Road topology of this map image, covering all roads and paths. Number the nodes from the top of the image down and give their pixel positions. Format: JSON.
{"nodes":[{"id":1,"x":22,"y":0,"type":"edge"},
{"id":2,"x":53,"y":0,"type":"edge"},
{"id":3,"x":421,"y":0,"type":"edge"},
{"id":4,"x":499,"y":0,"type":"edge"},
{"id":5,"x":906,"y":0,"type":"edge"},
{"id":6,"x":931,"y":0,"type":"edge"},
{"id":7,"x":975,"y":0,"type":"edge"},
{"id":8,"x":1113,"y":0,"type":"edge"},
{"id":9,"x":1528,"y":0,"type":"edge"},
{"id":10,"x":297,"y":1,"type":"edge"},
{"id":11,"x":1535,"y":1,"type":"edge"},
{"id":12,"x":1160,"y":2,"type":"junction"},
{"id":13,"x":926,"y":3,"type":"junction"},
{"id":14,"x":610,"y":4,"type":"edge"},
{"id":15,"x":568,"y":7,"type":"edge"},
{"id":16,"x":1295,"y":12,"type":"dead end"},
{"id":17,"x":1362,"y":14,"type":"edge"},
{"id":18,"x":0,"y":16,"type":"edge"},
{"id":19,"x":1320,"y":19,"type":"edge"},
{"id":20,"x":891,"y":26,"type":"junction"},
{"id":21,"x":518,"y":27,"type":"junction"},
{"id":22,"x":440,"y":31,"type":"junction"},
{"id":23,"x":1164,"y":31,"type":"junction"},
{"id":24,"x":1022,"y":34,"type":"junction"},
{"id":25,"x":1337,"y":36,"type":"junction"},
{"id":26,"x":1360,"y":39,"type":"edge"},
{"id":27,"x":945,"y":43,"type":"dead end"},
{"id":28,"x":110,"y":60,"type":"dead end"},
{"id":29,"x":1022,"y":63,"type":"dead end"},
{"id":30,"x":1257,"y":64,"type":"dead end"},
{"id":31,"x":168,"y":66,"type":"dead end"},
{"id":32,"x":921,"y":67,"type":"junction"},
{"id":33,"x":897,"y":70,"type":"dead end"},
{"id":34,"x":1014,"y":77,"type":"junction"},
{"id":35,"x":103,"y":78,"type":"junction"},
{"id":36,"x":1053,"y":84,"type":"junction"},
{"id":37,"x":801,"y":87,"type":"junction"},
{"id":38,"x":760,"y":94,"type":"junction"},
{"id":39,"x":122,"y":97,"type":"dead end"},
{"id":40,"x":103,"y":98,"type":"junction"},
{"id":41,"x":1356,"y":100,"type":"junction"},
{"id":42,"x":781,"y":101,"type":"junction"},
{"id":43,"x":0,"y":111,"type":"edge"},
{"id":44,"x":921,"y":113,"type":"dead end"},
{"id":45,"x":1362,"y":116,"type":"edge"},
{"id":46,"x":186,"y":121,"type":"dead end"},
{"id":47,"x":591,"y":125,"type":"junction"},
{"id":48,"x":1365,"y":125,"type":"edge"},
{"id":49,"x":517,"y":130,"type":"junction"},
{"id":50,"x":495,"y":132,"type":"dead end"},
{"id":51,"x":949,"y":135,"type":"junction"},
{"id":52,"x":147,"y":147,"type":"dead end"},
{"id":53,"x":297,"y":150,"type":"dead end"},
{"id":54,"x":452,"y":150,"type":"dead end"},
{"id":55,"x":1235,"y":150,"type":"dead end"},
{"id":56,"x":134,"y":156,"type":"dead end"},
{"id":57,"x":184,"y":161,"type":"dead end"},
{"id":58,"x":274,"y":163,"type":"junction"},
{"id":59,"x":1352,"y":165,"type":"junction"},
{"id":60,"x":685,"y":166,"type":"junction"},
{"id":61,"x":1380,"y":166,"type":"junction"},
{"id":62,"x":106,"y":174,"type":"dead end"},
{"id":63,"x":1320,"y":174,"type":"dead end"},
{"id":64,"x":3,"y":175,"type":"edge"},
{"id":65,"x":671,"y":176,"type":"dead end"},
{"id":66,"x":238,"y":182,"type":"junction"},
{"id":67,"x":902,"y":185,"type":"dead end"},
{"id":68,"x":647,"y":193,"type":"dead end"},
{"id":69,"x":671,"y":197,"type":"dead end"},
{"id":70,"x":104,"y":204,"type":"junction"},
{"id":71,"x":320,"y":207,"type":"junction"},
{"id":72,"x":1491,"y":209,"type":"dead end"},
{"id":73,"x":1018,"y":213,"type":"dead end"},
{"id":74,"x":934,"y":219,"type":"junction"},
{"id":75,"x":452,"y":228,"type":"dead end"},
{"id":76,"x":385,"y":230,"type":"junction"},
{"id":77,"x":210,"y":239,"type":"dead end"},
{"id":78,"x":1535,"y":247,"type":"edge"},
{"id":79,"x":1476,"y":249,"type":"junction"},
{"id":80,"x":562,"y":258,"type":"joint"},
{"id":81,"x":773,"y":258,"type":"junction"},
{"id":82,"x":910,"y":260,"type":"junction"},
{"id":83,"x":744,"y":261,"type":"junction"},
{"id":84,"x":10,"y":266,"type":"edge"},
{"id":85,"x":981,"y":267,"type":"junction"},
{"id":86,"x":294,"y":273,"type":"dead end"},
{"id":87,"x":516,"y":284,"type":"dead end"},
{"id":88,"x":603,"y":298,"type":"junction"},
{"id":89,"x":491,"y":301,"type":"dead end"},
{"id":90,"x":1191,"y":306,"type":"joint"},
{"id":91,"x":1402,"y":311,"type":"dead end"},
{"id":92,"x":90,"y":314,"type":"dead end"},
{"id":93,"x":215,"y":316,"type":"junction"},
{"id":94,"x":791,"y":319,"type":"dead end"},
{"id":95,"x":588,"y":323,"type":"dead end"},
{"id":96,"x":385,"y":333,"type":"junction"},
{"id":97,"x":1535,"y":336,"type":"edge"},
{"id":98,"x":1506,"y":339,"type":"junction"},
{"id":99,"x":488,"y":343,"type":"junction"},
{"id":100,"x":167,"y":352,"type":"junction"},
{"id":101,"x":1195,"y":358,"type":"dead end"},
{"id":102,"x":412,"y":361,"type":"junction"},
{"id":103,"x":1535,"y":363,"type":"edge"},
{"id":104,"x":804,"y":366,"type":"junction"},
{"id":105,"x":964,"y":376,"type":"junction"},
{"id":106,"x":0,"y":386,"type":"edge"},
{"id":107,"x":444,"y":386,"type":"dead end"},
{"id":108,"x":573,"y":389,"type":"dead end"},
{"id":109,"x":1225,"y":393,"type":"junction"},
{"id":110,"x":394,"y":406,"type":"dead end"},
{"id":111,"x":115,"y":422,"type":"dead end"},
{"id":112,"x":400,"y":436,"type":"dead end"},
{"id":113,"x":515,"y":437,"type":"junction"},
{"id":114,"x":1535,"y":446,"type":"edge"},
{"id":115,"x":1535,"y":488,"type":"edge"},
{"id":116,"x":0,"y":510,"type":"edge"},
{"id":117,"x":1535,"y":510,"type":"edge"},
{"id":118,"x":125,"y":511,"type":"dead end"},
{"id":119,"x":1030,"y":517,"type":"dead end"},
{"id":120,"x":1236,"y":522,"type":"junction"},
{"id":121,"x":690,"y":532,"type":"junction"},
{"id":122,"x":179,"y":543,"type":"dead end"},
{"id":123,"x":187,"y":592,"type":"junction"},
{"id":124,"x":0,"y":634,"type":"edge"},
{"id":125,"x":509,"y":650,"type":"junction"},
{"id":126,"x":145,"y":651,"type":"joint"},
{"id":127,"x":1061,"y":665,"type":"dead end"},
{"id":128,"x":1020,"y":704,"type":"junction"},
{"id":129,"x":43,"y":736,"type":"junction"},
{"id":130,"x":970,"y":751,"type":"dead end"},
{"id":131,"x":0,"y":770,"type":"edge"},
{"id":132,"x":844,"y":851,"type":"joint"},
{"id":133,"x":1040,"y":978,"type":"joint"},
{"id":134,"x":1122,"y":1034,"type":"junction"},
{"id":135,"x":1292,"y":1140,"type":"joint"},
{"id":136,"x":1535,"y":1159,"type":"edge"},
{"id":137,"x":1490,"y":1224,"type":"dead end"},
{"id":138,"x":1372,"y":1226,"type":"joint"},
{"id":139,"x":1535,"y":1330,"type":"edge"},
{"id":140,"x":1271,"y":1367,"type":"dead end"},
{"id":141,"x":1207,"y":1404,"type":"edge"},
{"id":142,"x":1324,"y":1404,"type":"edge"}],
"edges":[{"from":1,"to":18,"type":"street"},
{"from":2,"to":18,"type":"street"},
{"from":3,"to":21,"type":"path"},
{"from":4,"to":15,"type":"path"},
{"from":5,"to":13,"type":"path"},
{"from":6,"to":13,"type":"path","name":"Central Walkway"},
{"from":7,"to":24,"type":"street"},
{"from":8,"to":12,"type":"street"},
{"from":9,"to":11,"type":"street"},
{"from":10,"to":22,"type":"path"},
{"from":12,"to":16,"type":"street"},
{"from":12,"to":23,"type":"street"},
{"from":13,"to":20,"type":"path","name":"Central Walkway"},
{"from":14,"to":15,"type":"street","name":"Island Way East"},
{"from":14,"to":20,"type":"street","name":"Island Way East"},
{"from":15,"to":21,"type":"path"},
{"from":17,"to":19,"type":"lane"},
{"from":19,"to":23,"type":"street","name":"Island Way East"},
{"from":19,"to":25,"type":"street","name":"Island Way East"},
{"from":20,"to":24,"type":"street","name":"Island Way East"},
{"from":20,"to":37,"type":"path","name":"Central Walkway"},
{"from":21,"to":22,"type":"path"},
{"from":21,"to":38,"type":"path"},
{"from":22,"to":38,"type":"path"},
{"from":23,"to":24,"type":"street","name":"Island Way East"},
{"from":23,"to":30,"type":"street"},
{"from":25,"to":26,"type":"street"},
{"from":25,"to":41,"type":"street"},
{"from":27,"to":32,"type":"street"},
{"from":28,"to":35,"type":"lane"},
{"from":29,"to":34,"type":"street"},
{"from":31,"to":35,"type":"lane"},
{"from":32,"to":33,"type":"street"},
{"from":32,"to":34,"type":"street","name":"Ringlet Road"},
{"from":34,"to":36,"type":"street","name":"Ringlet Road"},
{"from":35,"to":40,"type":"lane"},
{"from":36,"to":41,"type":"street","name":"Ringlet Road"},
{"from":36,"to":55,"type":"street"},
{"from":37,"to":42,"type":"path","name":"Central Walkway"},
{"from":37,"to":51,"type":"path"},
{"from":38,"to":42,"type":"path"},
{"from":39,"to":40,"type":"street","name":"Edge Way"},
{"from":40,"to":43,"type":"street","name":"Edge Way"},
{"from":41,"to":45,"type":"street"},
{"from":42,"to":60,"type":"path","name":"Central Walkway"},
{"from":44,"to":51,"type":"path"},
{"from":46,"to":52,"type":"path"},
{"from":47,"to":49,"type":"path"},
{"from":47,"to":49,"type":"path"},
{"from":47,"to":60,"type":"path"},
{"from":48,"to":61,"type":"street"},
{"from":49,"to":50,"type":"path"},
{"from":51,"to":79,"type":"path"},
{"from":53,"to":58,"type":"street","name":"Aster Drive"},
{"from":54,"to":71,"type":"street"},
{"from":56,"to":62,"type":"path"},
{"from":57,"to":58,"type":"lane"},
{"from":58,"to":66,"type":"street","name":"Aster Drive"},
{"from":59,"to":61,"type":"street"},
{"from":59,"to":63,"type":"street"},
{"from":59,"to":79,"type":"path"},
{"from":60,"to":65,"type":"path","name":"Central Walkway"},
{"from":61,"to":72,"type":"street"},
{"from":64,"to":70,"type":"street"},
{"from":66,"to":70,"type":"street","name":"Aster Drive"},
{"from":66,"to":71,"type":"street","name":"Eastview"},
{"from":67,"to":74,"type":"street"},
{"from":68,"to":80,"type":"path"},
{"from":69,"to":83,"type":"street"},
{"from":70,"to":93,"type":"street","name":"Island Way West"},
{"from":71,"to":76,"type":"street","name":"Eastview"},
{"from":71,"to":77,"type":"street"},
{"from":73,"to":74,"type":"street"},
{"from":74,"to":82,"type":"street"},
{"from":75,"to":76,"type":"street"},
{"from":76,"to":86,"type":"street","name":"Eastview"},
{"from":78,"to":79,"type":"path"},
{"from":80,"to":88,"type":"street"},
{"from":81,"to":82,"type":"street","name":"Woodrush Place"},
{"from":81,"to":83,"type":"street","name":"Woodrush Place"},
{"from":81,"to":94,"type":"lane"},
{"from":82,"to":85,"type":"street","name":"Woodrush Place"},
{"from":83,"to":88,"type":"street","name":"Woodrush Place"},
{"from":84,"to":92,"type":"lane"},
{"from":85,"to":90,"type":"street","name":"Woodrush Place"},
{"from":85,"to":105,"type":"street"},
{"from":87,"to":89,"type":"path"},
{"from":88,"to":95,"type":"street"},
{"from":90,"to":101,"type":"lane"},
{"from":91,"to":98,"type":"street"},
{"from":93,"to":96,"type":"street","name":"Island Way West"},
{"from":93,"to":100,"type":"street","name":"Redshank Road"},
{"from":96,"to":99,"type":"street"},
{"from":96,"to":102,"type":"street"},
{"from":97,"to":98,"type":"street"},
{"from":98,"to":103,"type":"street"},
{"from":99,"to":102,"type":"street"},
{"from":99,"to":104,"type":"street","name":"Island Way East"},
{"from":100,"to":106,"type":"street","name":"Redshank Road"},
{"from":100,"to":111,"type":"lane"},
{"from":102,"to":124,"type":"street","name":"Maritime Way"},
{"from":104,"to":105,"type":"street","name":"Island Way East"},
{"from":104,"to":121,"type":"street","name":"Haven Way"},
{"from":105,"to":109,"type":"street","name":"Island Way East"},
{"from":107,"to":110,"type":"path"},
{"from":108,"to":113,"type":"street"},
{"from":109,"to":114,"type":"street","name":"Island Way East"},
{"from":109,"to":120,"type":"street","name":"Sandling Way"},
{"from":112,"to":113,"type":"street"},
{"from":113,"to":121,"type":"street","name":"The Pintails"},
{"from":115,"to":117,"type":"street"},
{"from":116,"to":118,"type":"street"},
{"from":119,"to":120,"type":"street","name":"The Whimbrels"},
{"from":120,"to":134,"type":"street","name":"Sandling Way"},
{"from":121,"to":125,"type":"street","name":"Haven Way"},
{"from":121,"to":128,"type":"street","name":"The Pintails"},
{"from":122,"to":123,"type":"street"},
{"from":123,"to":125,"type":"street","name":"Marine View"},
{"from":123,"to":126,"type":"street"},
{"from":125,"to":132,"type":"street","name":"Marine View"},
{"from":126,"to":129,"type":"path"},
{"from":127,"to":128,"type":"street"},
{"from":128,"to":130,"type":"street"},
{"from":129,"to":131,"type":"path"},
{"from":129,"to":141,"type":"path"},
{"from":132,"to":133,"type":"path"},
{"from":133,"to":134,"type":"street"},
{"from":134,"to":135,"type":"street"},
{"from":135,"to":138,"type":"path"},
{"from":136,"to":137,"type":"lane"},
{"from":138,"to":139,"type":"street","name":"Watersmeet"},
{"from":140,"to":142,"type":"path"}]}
+ + + + +
ASSIGNMENT
Report, with a number and no other words, how many lines of the listing contain "Eastview".

REPLY
3